Currency trading opening a position ~ forex trading calendar


The reason for trading the forex market is to make money. You do this through the positions you take by means of buying and selling a different set of currencies. When a currency rises in value after you have bought it at a lower price, you realize a profit when you close the position at a higher price. At the moment you close the working order, you are selling back the base currency and buying its counterpart currency.
The position, or order, represents the net amount of exposure in a particular currency and in its counterpart currency because they always work in pairs. The position is said to be flat when there is no exposure, long if more currency has been bought than sold, and short if more currency has been sold than bought. When you perform currency trading , you are exchanging one currency for another, expecting that the currency that you buy will see its value rise in comparison with the currency you sell in the operation. In the forex market, currencies trade in pairs. If we decide to realize the profit, we need to sell back the currency that we bought earlier at the higher current price. This is fundamental to understand how to trade forex
Purchasing a particular currency pair, where you are also acquiring a certain amount of the base currency and selling the same amount of the quote currency, is also called going long or longing the market. In the inverse position, we are shorting the market or going short in a particular base currency ( when you see that its value is decreasing with respect to the quote currency ).

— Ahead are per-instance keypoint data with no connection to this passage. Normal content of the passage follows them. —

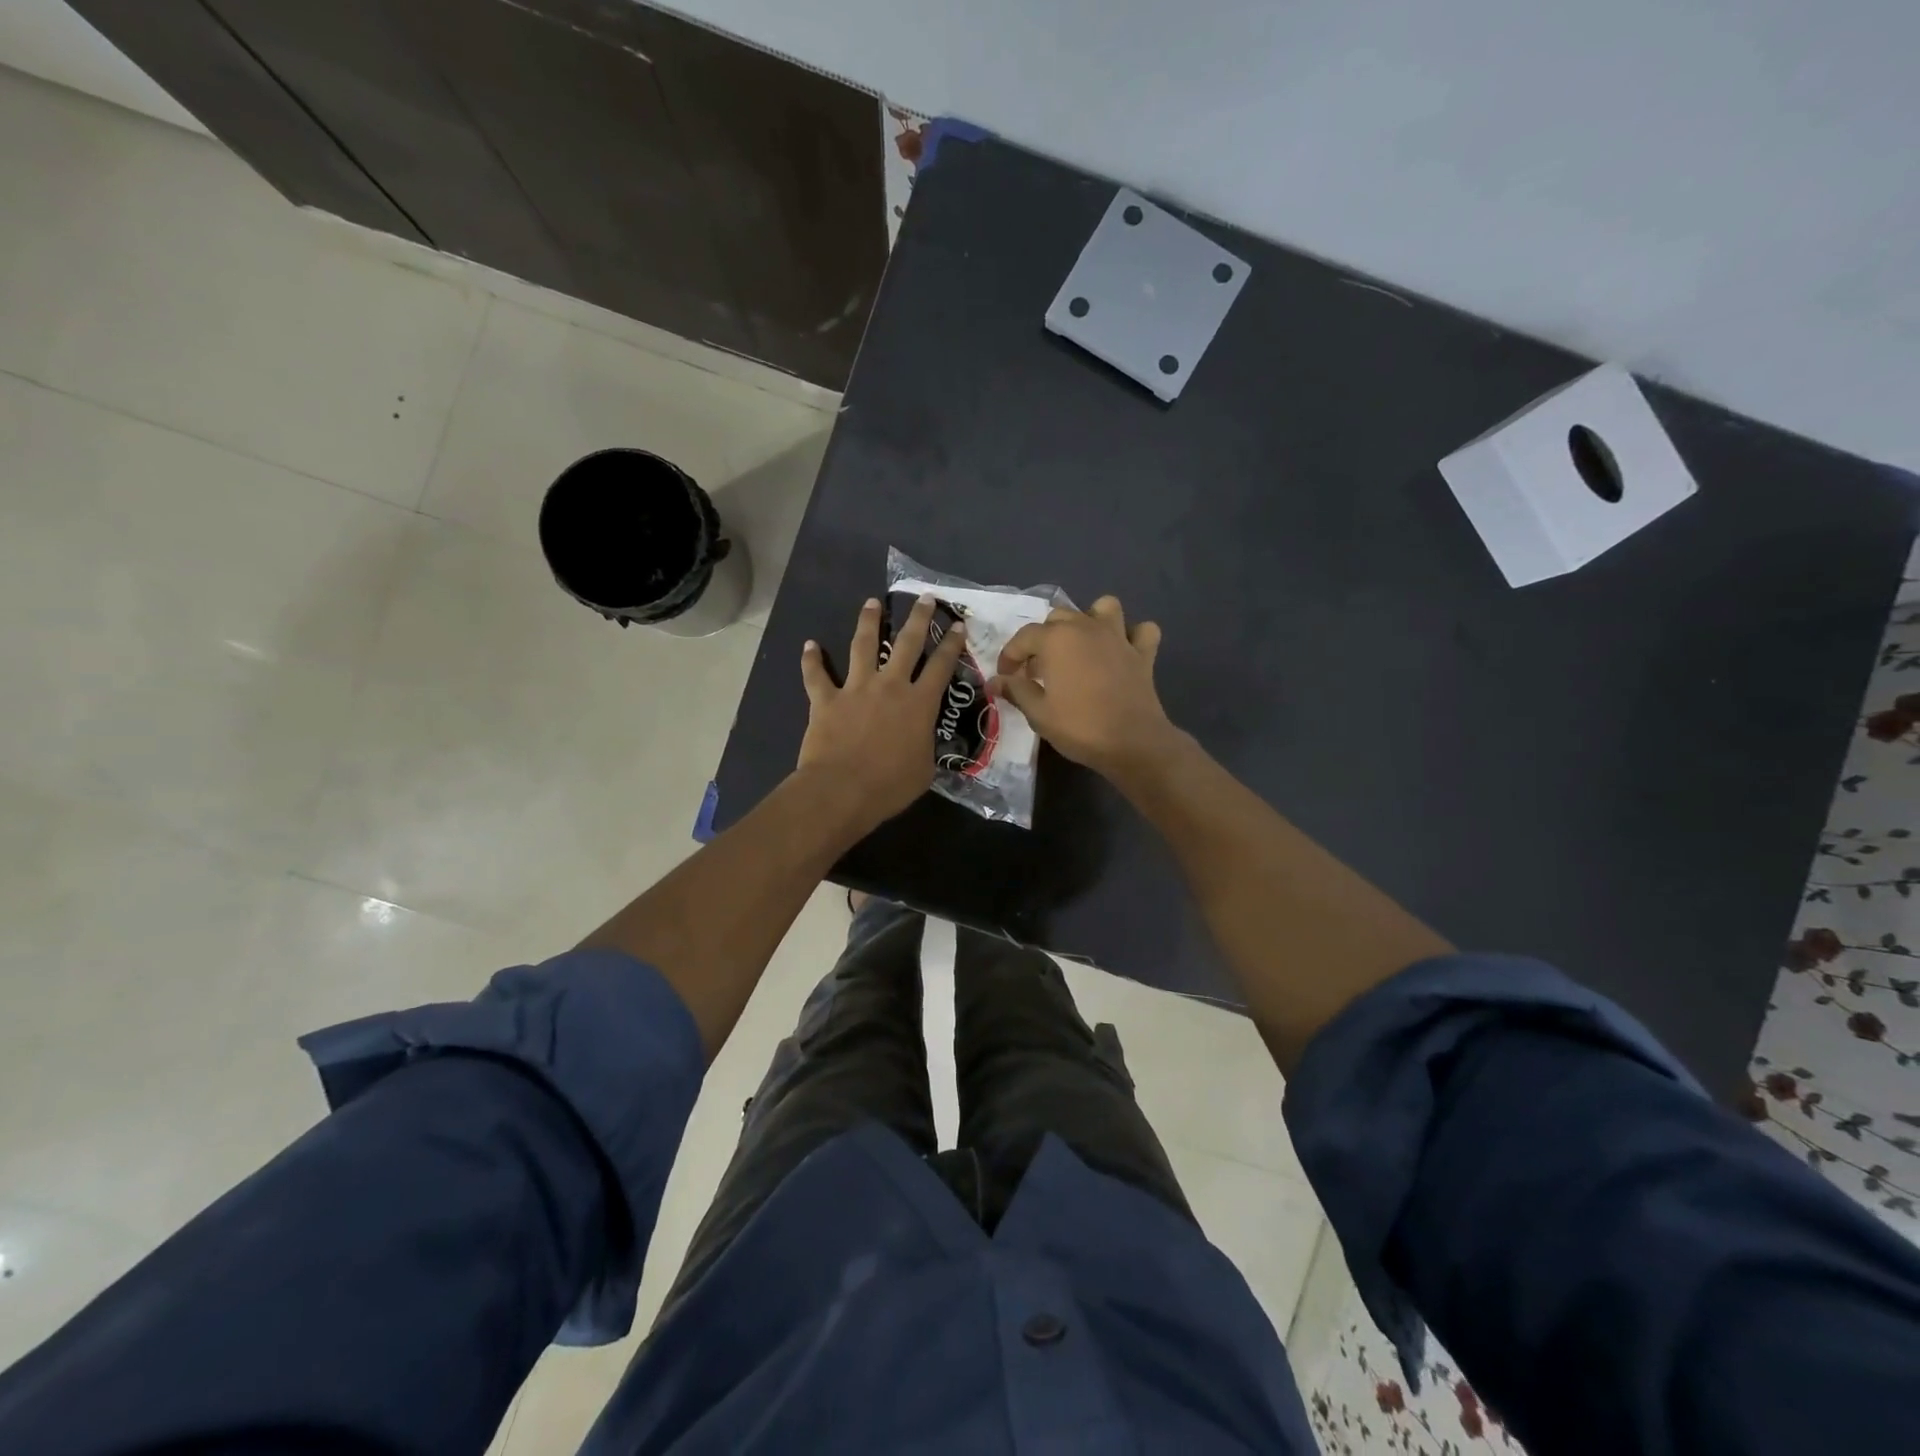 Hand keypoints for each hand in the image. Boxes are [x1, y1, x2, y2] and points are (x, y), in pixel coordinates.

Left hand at [797, 594, 966, 830]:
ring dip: (868, 622)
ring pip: (863, 645)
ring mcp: (856, 688)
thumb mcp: (924, 769)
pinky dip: (811, 660)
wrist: (842, 789)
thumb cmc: (889, 785)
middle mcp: (890, 686)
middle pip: (907, 643)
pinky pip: (816, 675)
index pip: (941, 667)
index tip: (958, 625)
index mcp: (919, 703)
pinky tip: (809, 645)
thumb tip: (922, 740)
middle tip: (925, 598)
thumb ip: (925, 746)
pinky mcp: (826, 699)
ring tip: (872, 603)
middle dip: (919, 618)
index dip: (952, 644)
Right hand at [990, 596, 1180, 779]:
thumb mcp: (1038, 713)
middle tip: (1039, 670)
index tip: (1006, 678)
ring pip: (1104, 607)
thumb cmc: (1080, 727)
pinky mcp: (1143, 653)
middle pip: (1059, 617)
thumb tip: (995, 681)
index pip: (1023, 637)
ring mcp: (1118, 637)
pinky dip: (1132, 636)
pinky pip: (1142, 630)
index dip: (1010, 657)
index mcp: (1056, 639)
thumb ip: (1016, 690)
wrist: (1132, 743)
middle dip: (1043, 639)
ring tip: (1081, 645)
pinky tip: (1122, 651)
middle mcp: (1086, 627)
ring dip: (1090, 620) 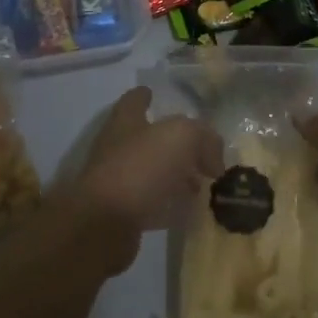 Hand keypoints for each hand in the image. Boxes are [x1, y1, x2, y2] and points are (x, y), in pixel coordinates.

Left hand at [62, 87, 222, 271]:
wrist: (104, 224)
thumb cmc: (140, 168)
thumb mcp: (182, 138)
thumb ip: (203, 138)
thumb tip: (214, 159)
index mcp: (126, 122)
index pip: (134, 100)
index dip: (144, 96)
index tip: (154, 94)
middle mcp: (118, 148)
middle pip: (147, 139)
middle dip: (173, 144)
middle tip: (202, 153)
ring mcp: (118, 182)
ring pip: (151, 172)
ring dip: (175, 176)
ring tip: (201, 184)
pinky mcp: (122, 214)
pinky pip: (152, 204)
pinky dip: (171, 205)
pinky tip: (190, 211) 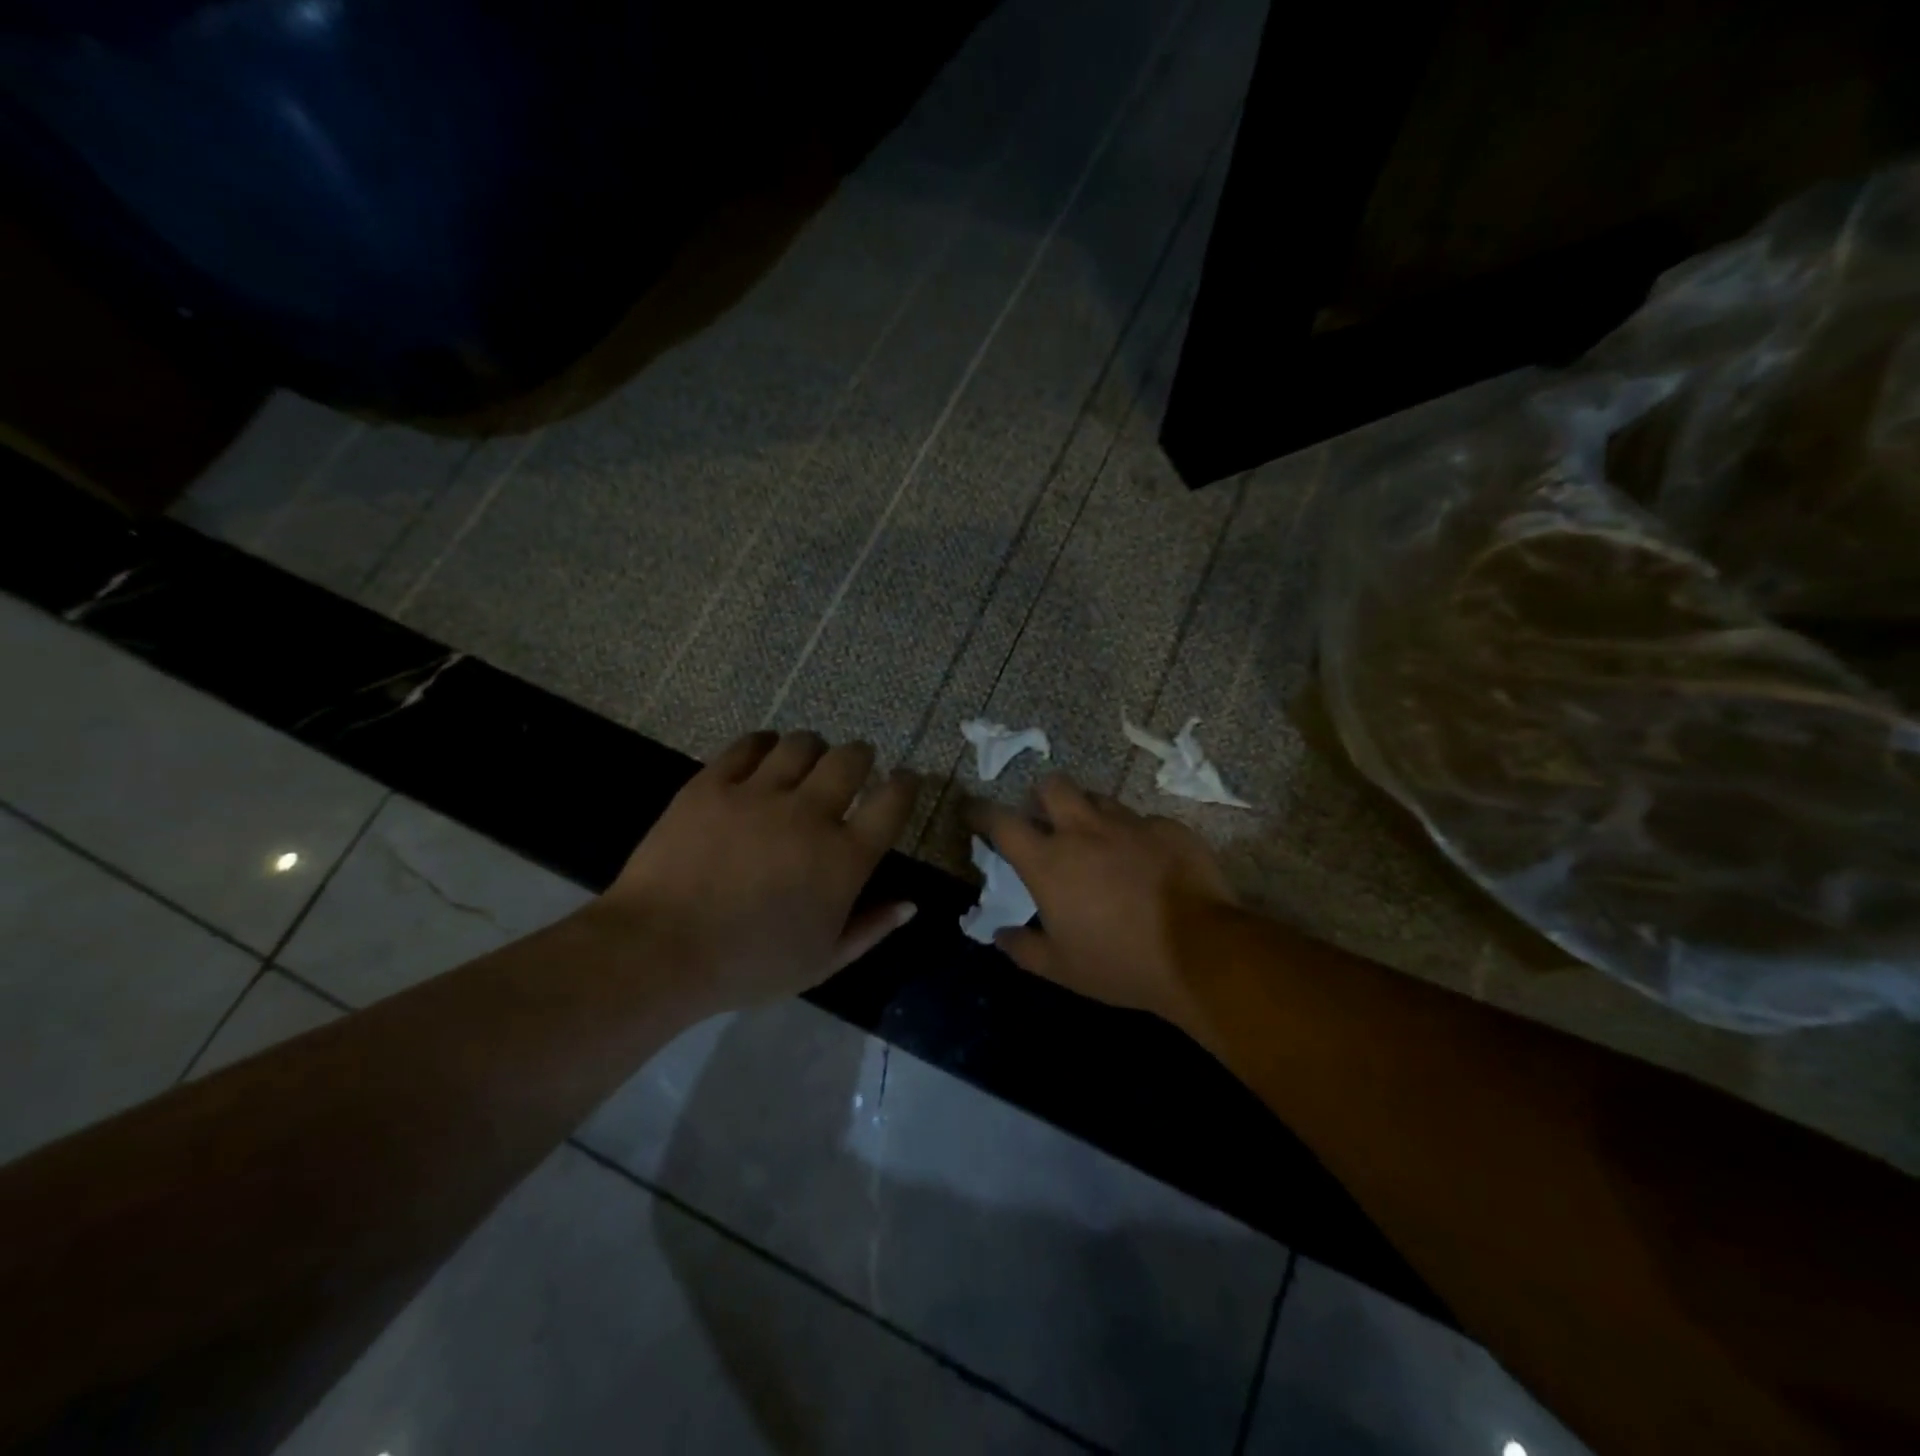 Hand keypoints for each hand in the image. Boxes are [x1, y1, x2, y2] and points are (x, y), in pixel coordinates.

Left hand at [593, 731, 917, 1013]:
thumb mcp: (822, 962)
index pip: (892, 803)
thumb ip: (871, 929)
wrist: (660, 950)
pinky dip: (764, 745)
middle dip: (862, 756)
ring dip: (814, 748)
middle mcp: (809, 814)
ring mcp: (758, 794)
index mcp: (843, 858)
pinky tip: (763, 755)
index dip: (906, 785)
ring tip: (807, 760)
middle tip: (855, 765)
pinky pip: (748, 745)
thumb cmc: (749, 965)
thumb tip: (910, 904)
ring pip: (801, 744)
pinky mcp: (713, 784)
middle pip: (850, 759)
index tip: (905, 781)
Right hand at [968, 775, 1238, 1029]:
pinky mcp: (1169, 828)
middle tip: (1045, 819)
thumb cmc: (1120, 963)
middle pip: (1052, 786)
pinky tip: (1146, 861)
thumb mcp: (1061, 969)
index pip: (1001, 822)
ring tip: (1097, 840)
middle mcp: (1084, 830)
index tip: (971, 810)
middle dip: (1041, 796)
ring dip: (1088, 813)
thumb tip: (1001, 935)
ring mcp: (1130, 824)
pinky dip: (1134, 836)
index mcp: (1049, 861)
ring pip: (1098, 799)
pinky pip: (1142, 821)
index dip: (980, 812)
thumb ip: (1023, 948)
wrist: (1201, 952) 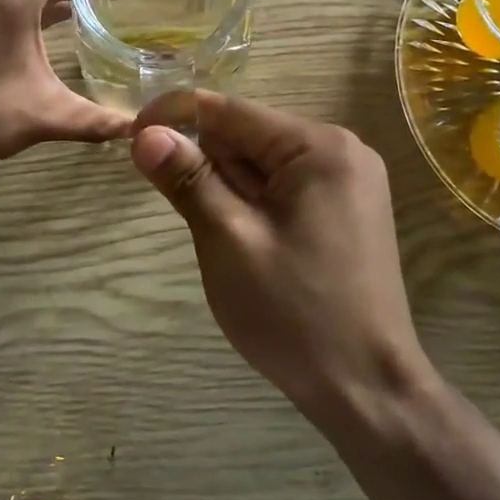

One is said to be long in one currency when we buy it and short in that currency when we sell it. Long positions use the ask price of the quotes. Short positions use the bid price of the quotes.
Trading currency pairs is simultaneous and symmetrical. This implies that we will always be long in one currency and short  in another at the same time. A position that is active will be called an open position. Its value will change depending on fluctuations in market rates. Profits and losses will be influence the margin account but will not be official until the position has been closed.